+++ TASK MATERIAL +++

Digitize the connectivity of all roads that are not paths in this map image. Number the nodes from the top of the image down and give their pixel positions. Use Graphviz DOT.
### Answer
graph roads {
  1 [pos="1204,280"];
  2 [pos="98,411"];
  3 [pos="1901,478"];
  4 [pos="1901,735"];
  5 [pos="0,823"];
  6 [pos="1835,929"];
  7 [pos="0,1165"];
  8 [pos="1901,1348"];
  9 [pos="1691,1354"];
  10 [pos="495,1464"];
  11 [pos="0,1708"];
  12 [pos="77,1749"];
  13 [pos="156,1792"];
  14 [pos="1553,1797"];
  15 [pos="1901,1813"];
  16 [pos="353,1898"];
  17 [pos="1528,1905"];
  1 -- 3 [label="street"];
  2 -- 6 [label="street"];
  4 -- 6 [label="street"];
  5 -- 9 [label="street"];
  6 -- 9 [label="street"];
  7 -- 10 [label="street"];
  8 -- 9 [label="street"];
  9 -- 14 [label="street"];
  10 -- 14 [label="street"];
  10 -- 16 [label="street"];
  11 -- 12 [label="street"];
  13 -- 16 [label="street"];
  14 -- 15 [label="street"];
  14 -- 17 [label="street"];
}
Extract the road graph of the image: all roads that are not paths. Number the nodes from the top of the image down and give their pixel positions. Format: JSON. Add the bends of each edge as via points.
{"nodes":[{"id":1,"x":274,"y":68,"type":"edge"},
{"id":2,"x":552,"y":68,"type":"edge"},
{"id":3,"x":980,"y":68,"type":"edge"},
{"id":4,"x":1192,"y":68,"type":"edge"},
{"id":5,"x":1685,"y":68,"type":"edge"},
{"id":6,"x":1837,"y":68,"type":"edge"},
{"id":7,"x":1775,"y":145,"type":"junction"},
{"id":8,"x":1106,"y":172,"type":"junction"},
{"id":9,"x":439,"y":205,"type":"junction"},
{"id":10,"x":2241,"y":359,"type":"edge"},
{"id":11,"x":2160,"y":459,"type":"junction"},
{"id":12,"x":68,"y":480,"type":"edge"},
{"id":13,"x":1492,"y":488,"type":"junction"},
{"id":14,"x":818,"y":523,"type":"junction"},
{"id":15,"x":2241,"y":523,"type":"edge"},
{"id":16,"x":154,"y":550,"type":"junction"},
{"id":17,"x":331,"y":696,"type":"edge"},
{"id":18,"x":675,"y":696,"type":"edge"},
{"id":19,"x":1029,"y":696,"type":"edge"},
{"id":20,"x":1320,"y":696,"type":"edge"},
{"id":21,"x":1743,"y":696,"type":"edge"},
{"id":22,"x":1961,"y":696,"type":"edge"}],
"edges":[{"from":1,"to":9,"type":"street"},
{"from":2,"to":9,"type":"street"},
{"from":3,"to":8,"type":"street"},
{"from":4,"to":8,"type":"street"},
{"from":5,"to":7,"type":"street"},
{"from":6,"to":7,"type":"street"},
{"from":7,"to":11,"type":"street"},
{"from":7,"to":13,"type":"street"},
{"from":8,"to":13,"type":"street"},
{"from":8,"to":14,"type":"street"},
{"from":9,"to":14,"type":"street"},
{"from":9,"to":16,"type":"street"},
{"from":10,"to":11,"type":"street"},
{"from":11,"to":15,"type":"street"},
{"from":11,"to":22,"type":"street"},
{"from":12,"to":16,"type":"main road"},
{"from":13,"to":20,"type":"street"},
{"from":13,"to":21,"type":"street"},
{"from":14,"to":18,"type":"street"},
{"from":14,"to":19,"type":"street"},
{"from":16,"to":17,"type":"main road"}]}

+++

REQUIRED WORK — Write out all the records above one more time, exactly.

WRITTEN RESPONSE —
Digitize the connectivity of all roads that are not paths in this map image. Number the nodes from the top of the image down and give their pixel positions. Use Graphviz DOT.
### Answer
graph roads {
  1 [pos="1204,280"];
  2 [pos="98,411"];
  3 [pos="1901,478"];
  4 [pos="1901,735"];
  5 [pos="0,823"];
  6 [pos="1835,929"];
  7 [pos="0,1165"];
  8 [pos="1901,1348"];
  9 [pos="1691,1354"];
  10 [pos="495,1464"];
  11 [pos="0,1708"];
  12 [pos="77,1749"];
  13 [pos="156,1792"];
  14 [pos="1553,1797"];
  15 [pos="1901,1813"];
  16 [pos="353,1898"];
  17 [pos="1528,1905"];
  1 -- 3 [label="street"];
  2 -- 6 [label="street"];
  4 -- 6 [label="street"];
  5 -- 9 [label="street"];
  6 -- 9 [label="street"];
  7 -- 10 [label="street"];
  8 -- 9 [label="street"];
  9 -- 14 [label="street"];
  10 -- 14 [label="street"];
  10 -- 16 [label="street"];
  11 -- 12 [label="street"];
  13 -- 16 [label="street"];
  14 -- 15 [label="street"];
  14 -- 17 [label="street"];
}
Extract the road graph of the image: all roads that are not paths. Number the nodes from the top of the image down and give their pixel positions. Format: JSON. Add the bends of each edge as via points.
{"nodes":[{"id":1,"x":274,"y":68,"type":"edge"},
{"id":2,"x":552,"y":68,"type":"edge"},
{"id":3,"x":980,"y":68,"type":"edge"},
{"id":4,"x":1192,"y":68,"type":"edge"},
{"id":5,"x":1685,"y":68,"type":"edge"},
{"id":6,"x":1837,"y":68,"type":"edge"},
{"id":7,"x":1775,"y":145,"type":"junction"},
{"id":8,"x":1106,"y":172,"type":"junction"},
{"id":9,"x":439,"y":205,"type":"junction"},
{"id":10,"x":2241,"y":359,"type":"edge"},
{"id":11,"x":2160,"y":459,"type":"junction"},
{"id":12,"x":68,"y":480,"type":"edge"},
{"id":13,"x":1492,"y":488,"type":"junction"},
{"id":14,"x":818,"y":523,"type":"junction"},
{"id":15,"x":2241,"y":523,"type":"edge"},
{"id":16,"x":154,"y":550,"type":"junction"},
{"id":17,"x":331,"y":696,"type":"edge"},
{"id":18,"x":675,"y":696,"type":"edge"},
{"id":19,"x":1029,"y":696,"type":"edge"},
{"id":20,"x":1320,"y":696,"type":"edge"},
{"id":21,"x":1743,"y":696,"type":"edge"},
{"id":22,"x":1961,"y":696,"type":"edge"}],
"edges":[{"from":1,"to":9,"type":"street"},
{"from":2,"to":9,"type":"street"},
{"from":3,"to":8,"type":"street"},
{"from":4,"to":8,"type":"street"},
{"from":5,"to":7,"type":"street"},
{"from":6,"to":7,"type":"street"},
{"from":7,"to":11,"type":"street"},
{"from":7,"to":13,"type":"street"},
{"from":8,"to":13,"type":"street"},
{"from":8,"to":14,"type":"street"},
{"from":9,"to":14,"type":"street"},
{"from":9,"to":16,"type":"street"},
{"from":10,"to":11,"type":"street"},
{"from":11,"to":15,"type":"street"},
{"from":11,"to":22,"type":"street"},
{"from":12,"to":16,"type":"main road"},
{"from":13,"to":20,"type":"street"},
{"from":13,"to":21,"type":"street"},
{"from":14,"to":18,"type":"street"},
{"from":14,"to":19,"type":"street"},
{"from":16,"to":17,"type":"main road"}]}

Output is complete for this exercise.